====== RECORDS PROVIDED ======
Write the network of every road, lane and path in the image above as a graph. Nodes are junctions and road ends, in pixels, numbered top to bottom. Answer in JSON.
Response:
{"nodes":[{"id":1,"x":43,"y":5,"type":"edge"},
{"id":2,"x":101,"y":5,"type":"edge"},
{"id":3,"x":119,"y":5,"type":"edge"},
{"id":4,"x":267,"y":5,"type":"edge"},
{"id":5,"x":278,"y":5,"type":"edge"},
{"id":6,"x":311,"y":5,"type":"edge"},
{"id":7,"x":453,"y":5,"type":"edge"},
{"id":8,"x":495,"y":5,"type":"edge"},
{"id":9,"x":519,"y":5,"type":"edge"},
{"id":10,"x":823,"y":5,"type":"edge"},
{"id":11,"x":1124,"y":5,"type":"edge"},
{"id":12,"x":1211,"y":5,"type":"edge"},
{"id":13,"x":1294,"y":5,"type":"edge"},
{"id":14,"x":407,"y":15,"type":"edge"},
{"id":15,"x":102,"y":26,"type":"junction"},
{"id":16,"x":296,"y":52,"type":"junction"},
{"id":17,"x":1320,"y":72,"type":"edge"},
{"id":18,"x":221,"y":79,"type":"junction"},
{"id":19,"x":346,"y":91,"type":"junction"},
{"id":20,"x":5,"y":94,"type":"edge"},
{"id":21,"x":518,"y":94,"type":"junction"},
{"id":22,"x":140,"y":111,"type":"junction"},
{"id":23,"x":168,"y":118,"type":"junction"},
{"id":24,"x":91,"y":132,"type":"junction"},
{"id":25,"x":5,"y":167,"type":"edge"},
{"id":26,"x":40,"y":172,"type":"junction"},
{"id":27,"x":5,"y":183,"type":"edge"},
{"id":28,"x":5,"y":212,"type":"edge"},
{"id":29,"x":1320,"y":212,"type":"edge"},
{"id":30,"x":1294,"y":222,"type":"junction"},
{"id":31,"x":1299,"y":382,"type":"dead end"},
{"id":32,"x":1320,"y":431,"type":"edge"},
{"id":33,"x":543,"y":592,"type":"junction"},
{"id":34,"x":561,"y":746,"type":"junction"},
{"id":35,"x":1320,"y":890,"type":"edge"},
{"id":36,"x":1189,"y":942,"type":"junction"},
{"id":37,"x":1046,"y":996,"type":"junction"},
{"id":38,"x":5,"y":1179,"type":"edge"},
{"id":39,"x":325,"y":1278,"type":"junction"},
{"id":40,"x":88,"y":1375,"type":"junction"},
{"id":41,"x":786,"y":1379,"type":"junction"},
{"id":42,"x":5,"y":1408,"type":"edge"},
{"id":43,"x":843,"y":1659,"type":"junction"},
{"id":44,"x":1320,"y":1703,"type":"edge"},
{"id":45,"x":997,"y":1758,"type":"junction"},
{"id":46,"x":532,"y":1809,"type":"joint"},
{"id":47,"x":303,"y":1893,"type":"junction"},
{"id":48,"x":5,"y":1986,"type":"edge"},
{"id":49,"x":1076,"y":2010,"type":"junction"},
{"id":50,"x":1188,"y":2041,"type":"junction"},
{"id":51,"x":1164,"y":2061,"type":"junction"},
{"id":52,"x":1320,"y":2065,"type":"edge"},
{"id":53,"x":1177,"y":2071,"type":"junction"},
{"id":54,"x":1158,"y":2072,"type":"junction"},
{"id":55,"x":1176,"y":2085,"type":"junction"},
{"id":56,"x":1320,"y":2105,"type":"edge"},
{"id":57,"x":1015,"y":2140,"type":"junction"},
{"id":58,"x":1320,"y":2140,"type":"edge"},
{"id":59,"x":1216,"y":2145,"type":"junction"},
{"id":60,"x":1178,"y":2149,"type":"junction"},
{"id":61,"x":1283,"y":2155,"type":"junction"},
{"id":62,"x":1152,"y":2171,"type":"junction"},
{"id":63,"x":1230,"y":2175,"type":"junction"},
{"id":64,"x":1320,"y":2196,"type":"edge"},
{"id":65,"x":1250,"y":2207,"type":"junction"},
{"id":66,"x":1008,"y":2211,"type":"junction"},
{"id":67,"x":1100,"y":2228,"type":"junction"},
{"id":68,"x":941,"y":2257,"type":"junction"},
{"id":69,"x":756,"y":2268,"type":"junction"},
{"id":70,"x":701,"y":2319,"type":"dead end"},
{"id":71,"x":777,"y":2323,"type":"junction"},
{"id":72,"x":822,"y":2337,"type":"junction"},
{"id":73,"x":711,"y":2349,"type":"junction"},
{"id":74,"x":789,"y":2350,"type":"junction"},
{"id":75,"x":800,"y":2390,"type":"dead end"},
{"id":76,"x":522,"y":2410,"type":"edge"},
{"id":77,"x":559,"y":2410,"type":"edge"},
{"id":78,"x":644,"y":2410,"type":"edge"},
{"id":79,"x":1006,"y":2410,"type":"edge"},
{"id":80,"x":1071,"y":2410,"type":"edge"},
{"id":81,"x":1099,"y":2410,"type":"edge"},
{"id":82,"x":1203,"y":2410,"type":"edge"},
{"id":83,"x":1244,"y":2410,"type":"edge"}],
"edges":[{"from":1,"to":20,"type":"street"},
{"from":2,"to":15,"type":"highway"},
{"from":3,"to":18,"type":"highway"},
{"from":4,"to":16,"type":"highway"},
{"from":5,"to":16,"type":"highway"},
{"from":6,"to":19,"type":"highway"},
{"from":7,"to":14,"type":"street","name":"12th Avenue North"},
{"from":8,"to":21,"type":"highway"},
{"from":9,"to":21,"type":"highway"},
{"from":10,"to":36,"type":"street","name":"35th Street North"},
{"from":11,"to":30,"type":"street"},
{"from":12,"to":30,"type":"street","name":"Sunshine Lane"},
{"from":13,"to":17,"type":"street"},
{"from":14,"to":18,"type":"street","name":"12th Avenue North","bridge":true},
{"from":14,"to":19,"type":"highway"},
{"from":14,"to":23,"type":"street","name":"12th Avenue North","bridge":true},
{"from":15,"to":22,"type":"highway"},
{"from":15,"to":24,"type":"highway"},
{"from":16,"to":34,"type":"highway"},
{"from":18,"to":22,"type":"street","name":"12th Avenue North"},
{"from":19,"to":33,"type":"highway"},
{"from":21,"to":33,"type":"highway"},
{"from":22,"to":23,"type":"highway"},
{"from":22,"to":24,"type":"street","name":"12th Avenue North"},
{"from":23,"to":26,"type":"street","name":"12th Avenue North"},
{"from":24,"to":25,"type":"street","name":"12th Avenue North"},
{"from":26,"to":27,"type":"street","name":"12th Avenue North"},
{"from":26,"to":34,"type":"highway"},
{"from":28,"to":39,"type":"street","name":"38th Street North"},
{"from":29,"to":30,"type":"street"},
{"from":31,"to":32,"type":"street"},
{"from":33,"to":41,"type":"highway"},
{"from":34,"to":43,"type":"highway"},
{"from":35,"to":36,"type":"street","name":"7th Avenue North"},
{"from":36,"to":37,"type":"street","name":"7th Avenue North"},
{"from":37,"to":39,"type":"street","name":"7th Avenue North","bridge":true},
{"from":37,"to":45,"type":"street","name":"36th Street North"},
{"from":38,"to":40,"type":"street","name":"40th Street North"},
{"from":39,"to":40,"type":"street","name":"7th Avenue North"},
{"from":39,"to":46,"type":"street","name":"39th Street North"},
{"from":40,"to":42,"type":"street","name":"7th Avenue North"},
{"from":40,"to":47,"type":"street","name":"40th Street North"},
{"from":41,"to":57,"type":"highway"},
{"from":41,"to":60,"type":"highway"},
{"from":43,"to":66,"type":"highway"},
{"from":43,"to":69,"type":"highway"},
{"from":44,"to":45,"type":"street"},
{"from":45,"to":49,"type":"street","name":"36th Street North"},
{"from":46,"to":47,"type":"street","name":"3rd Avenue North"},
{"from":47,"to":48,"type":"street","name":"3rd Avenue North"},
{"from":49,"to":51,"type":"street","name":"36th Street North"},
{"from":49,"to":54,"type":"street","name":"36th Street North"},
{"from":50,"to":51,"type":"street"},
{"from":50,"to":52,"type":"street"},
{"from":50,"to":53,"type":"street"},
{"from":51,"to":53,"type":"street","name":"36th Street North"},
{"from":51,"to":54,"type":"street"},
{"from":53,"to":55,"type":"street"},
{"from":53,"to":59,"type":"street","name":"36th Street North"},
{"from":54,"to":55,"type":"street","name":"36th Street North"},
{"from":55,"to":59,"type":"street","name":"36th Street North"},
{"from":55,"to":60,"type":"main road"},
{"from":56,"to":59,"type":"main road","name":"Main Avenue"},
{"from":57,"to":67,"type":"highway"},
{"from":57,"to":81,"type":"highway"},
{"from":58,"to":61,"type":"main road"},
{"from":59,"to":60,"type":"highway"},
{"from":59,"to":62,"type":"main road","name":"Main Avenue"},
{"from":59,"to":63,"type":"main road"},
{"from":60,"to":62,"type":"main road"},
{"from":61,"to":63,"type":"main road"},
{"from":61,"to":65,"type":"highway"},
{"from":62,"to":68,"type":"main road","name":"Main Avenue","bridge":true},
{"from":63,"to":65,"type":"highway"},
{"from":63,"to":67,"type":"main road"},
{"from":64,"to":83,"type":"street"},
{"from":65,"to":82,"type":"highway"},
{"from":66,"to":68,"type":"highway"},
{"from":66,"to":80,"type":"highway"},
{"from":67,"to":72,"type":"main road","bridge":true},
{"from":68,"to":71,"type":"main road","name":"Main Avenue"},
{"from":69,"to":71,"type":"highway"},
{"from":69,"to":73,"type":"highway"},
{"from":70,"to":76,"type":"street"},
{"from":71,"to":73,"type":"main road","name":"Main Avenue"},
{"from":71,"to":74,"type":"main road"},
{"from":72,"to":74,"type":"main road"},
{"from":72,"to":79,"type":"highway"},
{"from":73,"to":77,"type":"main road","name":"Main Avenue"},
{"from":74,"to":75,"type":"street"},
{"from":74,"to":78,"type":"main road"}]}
======
### TASK INSTRUCTIONS
Write down only the number of lines above where the word "dead" occurs.

### YOUR SOLUTION
3